(Saved entries)
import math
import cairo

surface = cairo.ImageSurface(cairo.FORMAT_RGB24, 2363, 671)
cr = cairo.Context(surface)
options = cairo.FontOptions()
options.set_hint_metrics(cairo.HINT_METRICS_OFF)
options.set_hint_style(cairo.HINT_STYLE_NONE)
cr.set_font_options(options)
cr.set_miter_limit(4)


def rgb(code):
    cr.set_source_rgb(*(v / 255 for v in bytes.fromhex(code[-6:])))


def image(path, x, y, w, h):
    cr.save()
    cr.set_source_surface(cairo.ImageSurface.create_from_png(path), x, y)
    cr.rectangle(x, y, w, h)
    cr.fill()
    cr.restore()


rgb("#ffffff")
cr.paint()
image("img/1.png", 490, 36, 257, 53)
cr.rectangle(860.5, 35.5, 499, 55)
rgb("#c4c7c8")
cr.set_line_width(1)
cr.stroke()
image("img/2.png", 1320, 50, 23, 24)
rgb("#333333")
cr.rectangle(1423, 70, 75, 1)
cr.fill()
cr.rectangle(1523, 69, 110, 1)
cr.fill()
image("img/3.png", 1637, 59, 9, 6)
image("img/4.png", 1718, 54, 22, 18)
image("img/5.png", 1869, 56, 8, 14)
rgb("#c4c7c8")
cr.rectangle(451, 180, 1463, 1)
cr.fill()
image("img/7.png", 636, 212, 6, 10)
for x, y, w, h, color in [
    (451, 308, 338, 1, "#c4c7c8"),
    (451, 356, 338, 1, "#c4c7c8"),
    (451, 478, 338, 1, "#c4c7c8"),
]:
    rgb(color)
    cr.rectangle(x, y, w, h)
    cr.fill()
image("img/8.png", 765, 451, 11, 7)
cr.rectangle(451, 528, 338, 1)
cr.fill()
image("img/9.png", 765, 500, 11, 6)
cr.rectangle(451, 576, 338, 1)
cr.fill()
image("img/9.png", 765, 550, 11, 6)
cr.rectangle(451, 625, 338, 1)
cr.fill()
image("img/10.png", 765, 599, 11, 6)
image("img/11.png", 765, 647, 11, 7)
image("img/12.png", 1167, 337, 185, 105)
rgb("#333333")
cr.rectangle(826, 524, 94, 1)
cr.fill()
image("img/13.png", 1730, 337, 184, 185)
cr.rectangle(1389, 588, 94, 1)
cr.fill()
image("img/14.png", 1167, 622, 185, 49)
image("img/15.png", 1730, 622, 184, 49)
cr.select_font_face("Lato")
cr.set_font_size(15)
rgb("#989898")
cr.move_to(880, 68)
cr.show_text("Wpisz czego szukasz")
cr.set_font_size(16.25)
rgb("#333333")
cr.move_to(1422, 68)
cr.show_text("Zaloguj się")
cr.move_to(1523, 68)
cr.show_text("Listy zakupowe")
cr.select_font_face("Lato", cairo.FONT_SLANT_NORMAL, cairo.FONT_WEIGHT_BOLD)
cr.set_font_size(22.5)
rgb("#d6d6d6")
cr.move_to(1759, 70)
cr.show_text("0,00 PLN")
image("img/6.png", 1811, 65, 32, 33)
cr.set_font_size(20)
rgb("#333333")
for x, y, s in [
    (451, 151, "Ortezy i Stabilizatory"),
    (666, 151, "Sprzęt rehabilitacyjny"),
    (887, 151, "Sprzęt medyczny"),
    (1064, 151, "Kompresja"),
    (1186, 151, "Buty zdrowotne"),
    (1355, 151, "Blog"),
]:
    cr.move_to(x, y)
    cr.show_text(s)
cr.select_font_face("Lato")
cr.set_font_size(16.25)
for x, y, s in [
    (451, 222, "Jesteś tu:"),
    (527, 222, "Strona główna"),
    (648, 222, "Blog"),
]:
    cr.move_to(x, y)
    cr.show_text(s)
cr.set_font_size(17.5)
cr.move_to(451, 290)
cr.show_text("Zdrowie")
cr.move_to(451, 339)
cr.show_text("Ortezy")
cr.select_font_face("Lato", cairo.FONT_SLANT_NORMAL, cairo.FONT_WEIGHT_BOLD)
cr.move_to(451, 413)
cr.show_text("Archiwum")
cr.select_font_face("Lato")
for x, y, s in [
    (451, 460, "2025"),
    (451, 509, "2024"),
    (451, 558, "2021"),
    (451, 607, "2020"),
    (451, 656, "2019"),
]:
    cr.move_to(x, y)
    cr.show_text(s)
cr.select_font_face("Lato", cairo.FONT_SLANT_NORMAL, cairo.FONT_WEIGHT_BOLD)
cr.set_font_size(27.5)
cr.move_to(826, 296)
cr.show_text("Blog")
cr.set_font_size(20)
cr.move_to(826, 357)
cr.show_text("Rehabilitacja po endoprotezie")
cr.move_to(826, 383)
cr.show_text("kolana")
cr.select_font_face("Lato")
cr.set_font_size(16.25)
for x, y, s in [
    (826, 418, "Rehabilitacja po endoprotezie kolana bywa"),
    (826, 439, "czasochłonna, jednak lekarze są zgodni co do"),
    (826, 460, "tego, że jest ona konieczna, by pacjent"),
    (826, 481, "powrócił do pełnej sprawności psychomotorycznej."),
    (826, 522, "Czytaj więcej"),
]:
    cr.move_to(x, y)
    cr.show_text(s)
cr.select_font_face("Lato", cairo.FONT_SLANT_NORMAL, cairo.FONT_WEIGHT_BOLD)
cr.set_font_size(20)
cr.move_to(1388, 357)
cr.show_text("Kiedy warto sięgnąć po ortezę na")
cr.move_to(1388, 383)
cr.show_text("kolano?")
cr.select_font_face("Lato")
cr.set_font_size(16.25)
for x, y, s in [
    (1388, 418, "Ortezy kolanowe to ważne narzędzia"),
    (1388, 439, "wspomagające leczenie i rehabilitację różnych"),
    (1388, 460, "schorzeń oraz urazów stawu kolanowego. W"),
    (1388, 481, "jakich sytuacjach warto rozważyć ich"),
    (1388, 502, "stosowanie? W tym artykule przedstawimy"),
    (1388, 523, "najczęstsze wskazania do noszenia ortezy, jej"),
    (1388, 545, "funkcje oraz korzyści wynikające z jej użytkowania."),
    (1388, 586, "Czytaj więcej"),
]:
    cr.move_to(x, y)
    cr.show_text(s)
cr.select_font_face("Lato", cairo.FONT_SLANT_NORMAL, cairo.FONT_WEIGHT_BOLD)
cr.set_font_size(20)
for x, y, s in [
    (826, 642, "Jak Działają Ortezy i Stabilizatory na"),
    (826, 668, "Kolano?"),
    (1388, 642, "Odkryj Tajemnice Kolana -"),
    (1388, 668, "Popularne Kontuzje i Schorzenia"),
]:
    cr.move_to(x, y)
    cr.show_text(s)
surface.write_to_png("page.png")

---

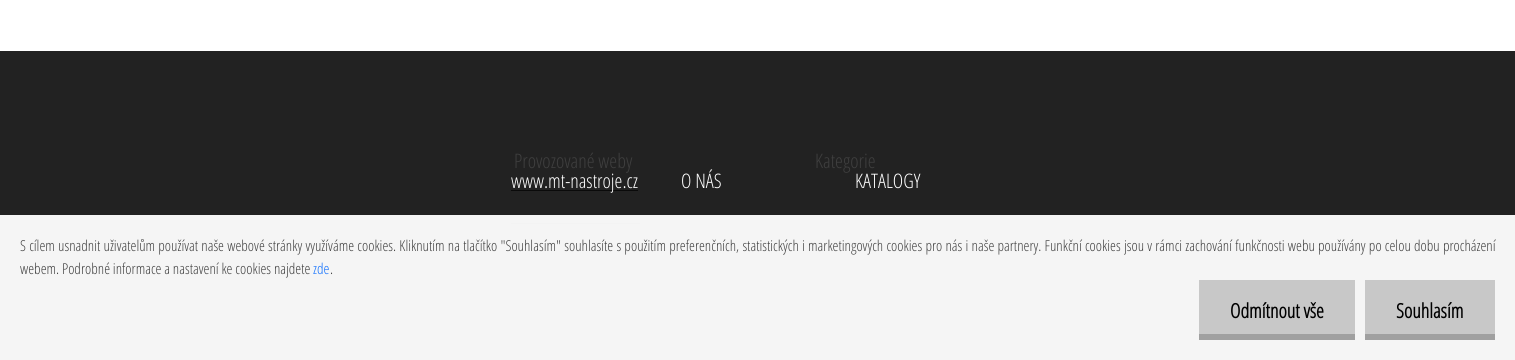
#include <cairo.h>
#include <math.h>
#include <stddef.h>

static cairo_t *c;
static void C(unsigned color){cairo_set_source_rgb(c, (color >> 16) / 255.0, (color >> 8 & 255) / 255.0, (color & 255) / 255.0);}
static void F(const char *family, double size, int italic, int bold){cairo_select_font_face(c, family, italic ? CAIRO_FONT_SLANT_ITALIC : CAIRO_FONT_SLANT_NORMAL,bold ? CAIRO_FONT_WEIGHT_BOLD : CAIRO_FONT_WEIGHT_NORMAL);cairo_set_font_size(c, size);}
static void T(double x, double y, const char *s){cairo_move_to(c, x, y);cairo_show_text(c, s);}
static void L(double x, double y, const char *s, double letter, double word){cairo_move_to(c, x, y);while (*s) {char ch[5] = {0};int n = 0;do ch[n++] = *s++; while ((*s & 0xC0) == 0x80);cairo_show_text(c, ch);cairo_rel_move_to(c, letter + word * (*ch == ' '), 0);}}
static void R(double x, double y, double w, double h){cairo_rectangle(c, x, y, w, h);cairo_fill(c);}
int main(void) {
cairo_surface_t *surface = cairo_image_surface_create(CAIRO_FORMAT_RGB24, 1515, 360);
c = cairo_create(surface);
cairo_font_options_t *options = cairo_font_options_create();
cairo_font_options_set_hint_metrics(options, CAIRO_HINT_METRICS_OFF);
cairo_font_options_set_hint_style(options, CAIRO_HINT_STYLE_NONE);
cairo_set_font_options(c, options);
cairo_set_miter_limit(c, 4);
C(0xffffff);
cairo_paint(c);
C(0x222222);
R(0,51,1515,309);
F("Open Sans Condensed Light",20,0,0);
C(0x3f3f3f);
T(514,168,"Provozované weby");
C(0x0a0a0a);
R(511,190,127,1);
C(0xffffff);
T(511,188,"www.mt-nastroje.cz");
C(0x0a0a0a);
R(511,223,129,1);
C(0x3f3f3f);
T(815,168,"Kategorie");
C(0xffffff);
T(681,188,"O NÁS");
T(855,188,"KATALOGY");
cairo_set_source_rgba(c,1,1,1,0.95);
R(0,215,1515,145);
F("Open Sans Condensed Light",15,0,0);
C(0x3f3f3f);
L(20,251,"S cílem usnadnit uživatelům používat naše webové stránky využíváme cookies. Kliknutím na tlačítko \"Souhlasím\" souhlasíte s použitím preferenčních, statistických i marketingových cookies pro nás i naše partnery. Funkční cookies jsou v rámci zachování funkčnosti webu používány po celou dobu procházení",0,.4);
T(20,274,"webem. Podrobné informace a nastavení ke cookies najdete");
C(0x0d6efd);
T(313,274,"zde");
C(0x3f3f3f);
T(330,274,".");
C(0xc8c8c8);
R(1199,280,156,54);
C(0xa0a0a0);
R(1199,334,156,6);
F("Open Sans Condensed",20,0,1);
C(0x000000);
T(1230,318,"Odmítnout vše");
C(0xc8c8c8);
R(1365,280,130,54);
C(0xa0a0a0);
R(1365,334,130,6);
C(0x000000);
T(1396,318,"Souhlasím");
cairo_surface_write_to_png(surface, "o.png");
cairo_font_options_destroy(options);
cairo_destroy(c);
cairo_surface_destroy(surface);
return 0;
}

Exercise description ▸ Among the lines above, some may include the string "endoprotezie"; state how many, and nothing more.

Response ▸ 2